U.D.O. are a German heavy metal band from Solingen. Formed in 1987 by eponymous vocalist Udo Dirkschneider following his departure from Accept, the group originally included guitarists Mathias Dieth and Peter Szigeti, bassist Frank Rittel and drummer Thomas Franke. The band released their debut album Animal House before the end of the year, after which Szigeti, Rittel and Franke were replaced by Andy Susemihl, Thomas Smuszynski (after a brief tenure for former Accept bassist Dieter Rubach) and future Accept drummer Stefan Schwarzmann, respectively. Wolla Böhm replaced Susemihl for 1990's Faceless World, although by the time of the next album Timebomb, U.D.O. were a four-piece.
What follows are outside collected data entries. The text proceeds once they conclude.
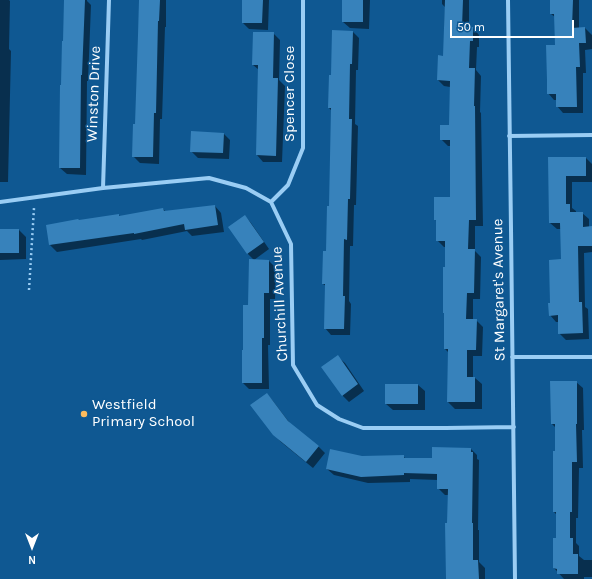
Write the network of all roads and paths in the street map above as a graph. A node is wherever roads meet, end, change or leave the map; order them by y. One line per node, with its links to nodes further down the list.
1 (109, 0): 6 (street, Winston Drive)
2 (303, 0): 9 (street, Spencer Close)
3 (508, 0): 5 (street, St Margaret's Avenue)
4 (592, 135): 5 (street)
5 (509, 136): 11 (street, St Margaret's Avenue)
6 (103, 188): 7 (street); 9 (street)
7 (35, 197): 8 (street); 10 (path)
8 (0, 202)
9 (271, 202): 13 (street, Churchill Avenue)
10 (30, 290)
11 (512, 357): 12 (street); 13 (street, St Margaret's Avenue)
12 (592, 357)
13 (514, 427): 14 (street, St Margaret's Avenue)
14 (515, 579)

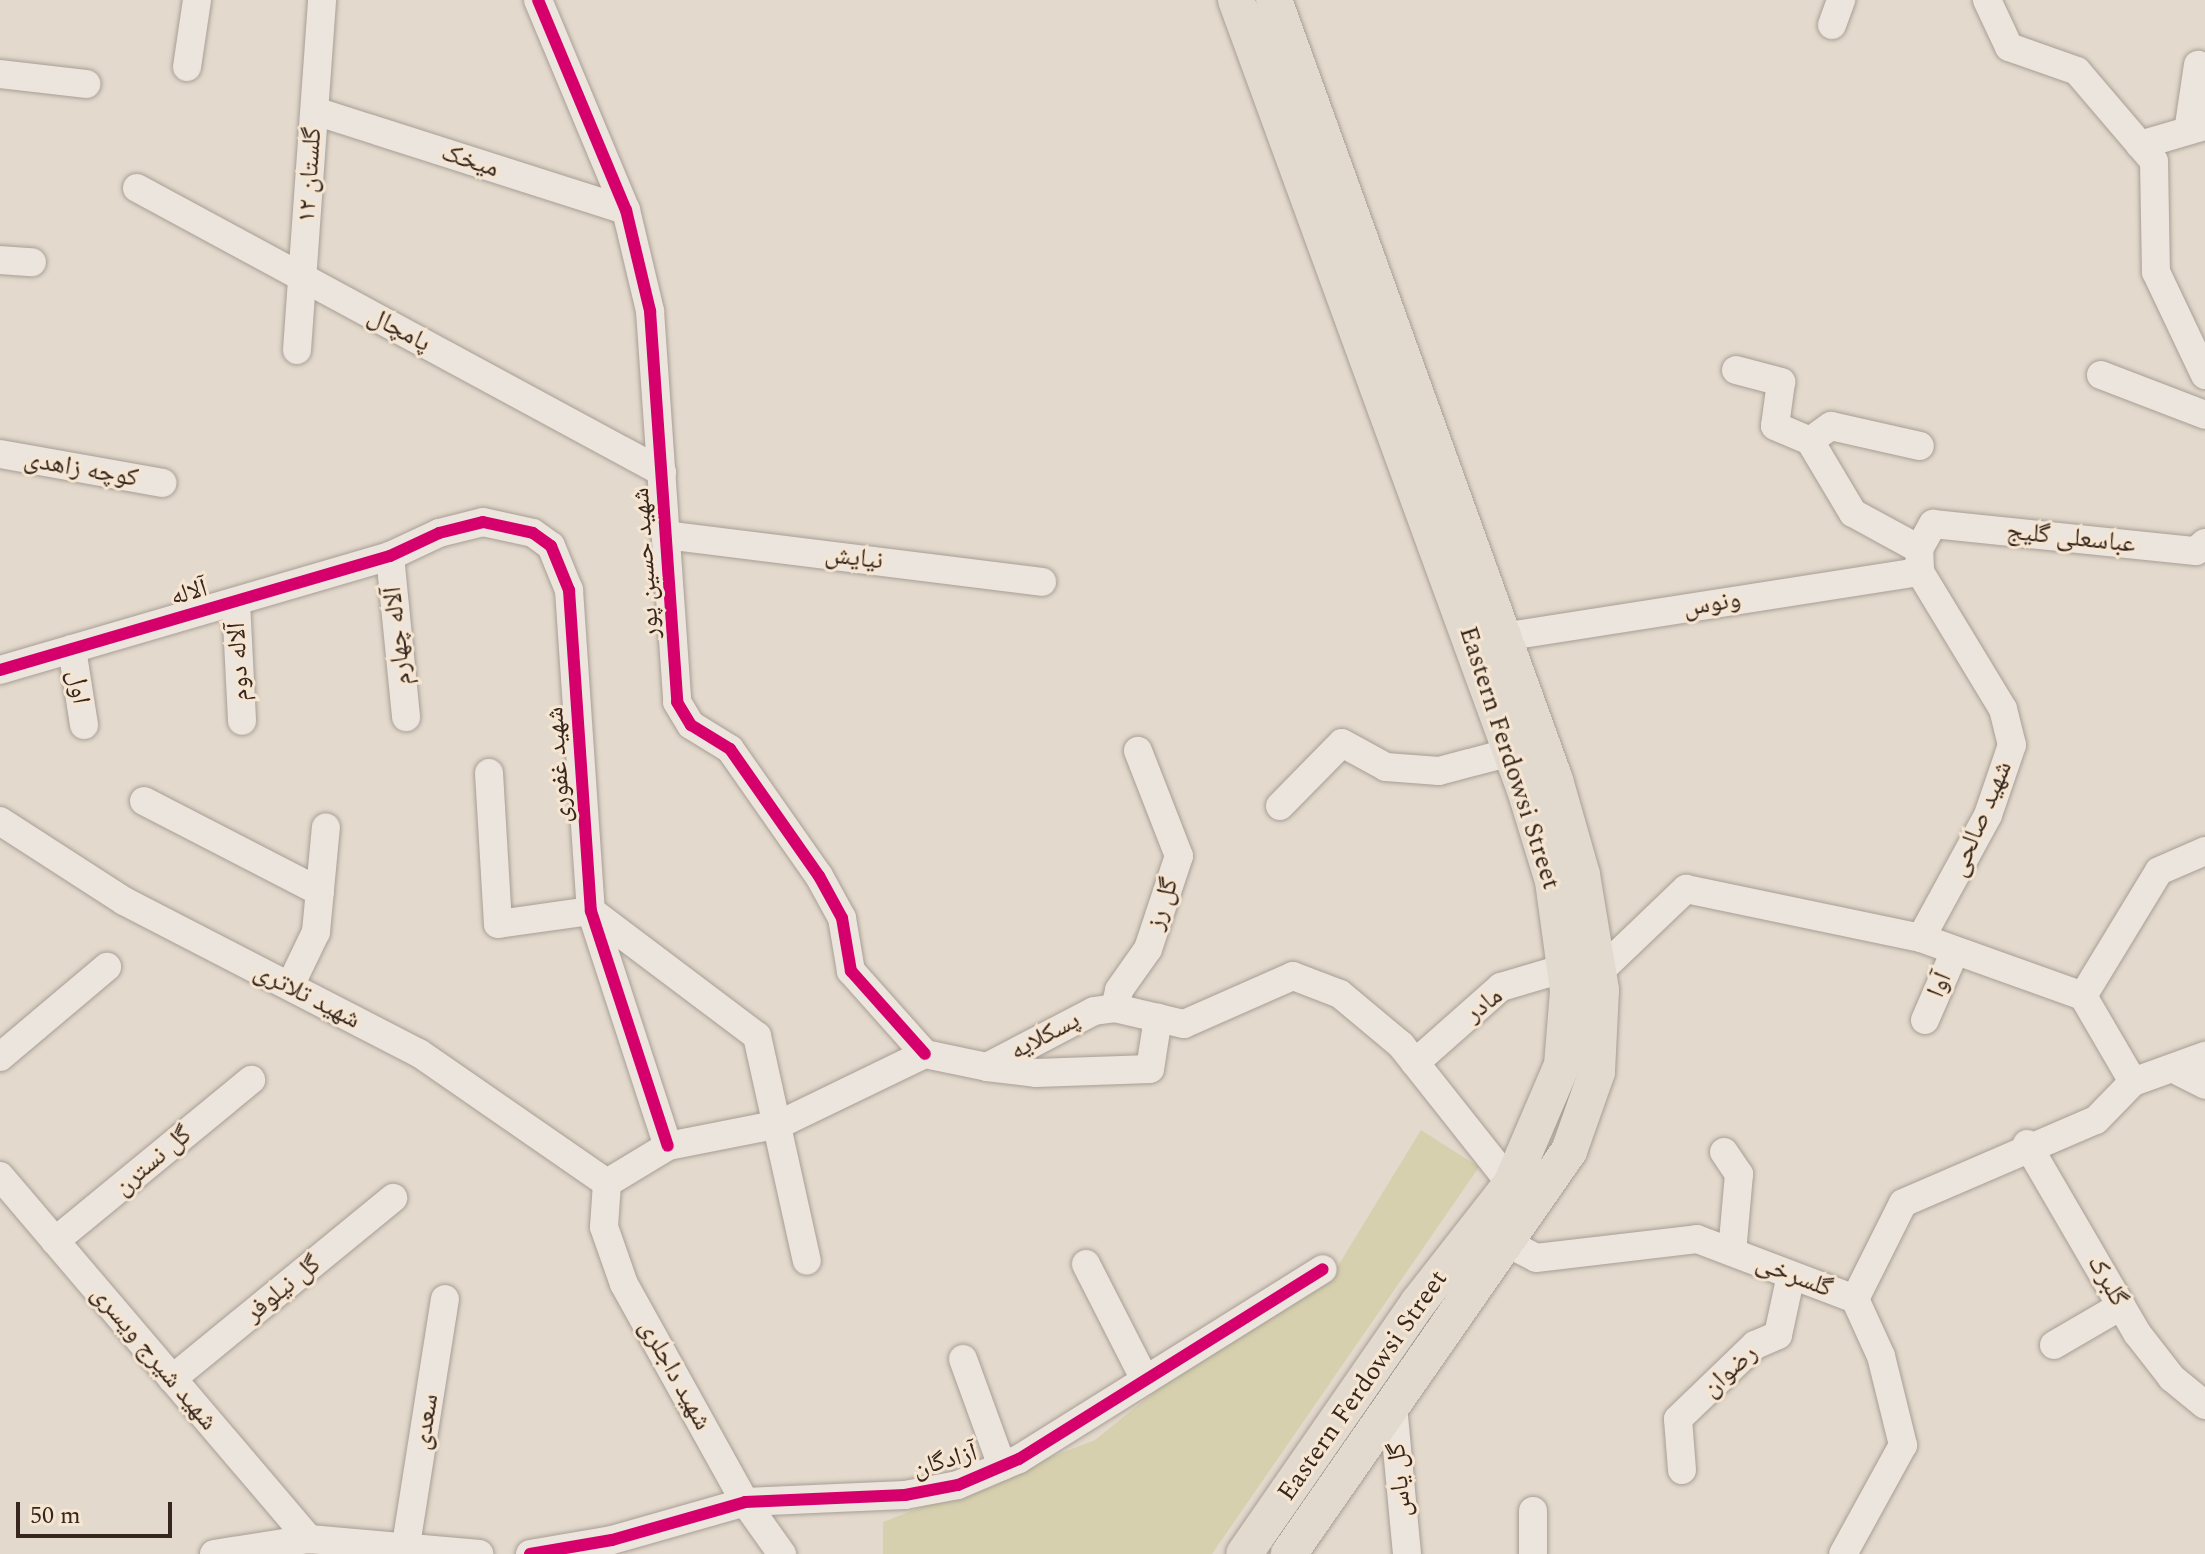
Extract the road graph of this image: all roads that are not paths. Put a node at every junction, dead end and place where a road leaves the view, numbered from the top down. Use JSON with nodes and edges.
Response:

In 1992, after touring in promotion of Timebomb, U.D.O. disbanded as Dirkschneider returned to the reformed Accept.

Dirkschneider reformed U.D.O. in 1996 with Dieth and Schwarzmann, plus former Accept drummer Stefan Kaufmann on guitar and Michael Voss on bass, to record "Metal Gods" for A Tribute to Judas Priest: Legends of Metal. Dieth and Voss were soon replaced by Bullet members Jürgen Graf and Fitty Wienhold, respectively, for the band's next album Solid. Schwarzmann left after the release of No Limits. Graf also left around the same time, with Igor Gianola taking his place in time for the recording of Holy. Drums on the album were credited to "Guess Who", but were likely programmed by Kaufmann who did the same on earlier albums.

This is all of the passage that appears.